Saved data entries
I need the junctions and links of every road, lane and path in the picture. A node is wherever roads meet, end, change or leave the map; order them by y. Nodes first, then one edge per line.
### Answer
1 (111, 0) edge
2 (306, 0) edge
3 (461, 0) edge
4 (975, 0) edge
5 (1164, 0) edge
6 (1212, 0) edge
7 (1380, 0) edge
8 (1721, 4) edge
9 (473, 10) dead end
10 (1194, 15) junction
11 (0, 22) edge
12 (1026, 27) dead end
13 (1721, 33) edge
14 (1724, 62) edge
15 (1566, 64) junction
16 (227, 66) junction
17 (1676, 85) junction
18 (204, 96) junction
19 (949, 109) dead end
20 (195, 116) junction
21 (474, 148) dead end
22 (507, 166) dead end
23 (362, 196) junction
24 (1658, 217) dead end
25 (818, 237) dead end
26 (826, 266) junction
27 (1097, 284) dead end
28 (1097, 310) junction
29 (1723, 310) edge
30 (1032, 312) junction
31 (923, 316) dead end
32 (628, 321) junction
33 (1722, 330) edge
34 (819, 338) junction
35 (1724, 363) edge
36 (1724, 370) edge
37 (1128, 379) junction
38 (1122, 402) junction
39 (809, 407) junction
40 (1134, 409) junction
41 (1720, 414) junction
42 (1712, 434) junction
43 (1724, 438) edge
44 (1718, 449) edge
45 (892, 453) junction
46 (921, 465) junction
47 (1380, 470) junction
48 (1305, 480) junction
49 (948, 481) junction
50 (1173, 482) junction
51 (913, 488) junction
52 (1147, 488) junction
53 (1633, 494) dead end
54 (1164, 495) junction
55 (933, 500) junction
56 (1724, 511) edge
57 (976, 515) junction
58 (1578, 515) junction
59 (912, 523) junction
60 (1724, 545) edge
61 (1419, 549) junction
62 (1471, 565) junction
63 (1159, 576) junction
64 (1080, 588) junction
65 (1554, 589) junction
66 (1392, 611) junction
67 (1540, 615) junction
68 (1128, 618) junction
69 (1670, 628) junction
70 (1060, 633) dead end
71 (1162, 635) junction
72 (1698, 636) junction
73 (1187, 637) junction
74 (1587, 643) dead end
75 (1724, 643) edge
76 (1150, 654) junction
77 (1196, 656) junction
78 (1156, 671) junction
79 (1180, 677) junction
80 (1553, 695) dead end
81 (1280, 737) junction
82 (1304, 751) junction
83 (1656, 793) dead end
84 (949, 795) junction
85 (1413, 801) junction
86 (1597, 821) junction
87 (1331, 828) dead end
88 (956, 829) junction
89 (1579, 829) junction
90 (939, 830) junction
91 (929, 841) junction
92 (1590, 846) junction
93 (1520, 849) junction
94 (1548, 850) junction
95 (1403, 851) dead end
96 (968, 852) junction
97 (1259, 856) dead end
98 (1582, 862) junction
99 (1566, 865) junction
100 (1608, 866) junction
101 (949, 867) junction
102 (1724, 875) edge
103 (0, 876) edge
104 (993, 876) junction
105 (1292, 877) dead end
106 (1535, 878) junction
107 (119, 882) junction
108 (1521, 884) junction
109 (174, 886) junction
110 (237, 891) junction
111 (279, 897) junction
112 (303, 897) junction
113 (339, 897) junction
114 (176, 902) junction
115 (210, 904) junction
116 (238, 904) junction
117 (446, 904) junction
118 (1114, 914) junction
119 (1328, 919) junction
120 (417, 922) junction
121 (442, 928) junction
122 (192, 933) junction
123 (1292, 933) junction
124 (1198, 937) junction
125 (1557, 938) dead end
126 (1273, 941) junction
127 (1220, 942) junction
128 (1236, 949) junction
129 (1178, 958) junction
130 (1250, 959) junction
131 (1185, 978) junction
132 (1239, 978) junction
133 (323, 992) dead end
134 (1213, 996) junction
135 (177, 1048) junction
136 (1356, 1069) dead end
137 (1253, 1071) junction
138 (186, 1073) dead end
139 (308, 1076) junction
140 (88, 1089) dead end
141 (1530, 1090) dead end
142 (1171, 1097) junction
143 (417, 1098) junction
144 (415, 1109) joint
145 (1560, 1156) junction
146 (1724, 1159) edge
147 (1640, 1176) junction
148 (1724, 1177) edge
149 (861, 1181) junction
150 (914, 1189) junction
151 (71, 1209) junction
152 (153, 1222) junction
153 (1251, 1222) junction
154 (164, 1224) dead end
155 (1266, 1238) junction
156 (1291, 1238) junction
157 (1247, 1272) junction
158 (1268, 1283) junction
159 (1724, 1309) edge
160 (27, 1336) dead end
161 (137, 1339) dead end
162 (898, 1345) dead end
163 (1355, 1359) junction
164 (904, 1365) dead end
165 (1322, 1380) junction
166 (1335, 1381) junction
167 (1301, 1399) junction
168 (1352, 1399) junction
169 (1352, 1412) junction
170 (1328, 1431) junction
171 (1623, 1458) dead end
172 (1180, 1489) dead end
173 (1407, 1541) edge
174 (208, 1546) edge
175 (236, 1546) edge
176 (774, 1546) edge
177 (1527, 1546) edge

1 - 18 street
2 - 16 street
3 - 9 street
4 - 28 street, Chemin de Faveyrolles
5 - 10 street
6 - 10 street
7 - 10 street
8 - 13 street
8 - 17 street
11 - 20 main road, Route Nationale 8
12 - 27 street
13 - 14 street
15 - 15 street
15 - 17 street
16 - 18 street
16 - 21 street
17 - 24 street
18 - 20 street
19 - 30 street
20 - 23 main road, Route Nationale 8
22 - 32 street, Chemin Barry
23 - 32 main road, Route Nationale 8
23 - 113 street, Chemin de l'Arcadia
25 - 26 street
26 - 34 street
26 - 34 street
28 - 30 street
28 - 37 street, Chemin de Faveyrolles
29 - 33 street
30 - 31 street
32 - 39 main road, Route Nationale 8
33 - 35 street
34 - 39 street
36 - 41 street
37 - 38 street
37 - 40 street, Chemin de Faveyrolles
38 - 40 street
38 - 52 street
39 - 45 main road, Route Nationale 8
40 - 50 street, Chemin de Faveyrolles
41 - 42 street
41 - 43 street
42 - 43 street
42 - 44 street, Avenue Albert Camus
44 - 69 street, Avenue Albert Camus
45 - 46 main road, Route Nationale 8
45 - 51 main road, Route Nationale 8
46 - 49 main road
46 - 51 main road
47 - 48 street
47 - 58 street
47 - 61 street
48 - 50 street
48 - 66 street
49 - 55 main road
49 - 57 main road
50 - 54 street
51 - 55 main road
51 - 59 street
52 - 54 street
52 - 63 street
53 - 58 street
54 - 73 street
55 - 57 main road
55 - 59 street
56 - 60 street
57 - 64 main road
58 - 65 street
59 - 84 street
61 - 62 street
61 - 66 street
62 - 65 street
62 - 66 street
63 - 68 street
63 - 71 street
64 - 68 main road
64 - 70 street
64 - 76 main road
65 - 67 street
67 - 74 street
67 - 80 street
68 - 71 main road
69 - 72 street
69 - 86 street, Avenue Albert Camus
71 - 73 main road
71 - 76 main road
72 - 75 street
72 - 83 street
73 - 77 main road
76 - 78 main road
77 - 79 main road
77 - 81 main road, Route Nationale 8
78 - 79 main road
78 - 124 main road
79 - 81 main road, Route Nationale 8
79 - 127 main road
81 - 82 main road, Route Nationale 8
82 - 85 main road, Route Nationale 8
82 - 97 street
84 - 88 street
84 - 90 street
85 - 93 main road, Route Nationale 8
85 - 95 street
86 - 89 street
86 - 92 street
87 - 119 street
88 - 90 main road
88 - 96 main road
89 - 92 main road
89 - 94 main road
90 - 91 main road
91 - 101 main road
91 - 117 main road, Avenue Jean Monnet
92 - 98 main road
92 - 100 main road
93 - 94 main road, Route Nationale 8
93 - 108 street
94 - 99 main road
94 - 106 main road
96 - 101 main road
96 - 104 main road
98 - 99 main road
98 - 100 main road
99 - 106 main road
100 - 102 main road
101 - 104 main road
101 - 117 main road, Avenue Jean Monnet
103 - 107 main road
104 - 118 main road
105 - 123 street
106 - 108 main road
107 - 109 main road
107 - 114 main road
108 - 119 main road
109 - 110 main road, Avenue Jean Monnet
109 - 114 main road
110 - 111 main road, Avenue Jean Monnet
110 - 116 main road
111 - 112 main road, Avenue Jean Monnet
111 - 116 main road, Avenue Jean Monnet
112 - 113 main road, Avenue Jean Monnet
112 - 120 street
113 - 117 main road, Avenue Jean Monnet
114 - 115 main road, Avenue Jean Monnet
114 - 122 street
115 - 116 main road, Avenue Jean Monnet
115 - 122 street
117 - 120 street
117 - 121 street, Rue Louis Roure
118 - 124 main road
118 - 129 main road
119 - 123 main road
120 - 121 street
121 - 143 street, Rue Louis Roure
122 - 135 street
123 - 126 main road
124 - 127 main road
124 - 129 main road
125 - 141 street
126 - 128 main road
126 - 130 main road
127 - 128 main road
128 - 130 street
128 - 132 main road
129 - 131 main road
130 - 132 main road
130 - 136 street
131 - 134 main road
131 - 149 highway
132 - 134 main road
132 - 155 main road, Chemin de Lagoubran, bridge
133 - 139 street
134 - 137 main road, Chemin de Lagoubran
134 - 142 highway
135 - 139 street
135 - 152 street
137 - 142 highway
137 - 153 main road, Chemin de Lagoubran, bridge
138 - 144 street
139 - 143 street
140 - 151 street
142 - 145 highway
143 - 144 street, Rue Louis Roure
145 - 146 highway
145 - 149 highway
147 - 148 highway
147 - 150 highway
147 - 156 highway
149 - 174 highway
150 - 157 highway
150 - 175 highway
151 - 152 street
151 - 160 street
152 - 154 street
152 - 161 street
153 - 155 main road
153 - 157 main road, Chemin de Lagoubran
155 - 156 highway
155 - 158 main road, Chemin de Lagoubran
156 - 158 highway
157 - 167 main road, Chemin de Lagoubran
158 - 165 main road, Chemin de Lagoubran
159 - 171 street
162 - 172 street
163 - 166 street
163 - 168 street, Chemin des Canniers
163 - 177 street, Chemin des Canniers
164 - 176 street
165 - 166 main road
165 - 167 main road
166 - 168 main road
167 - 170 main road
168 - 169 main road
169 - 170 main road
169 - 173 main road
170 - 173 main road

**Action item**
Gather each line in the entries above where the string "Camus" is found.

**Completed exercise**
42 - 44 street, Avenue Albert Camus
44 - 69 street, Avenue Albert Camus
69 - 86 street, Avenue Albert Camus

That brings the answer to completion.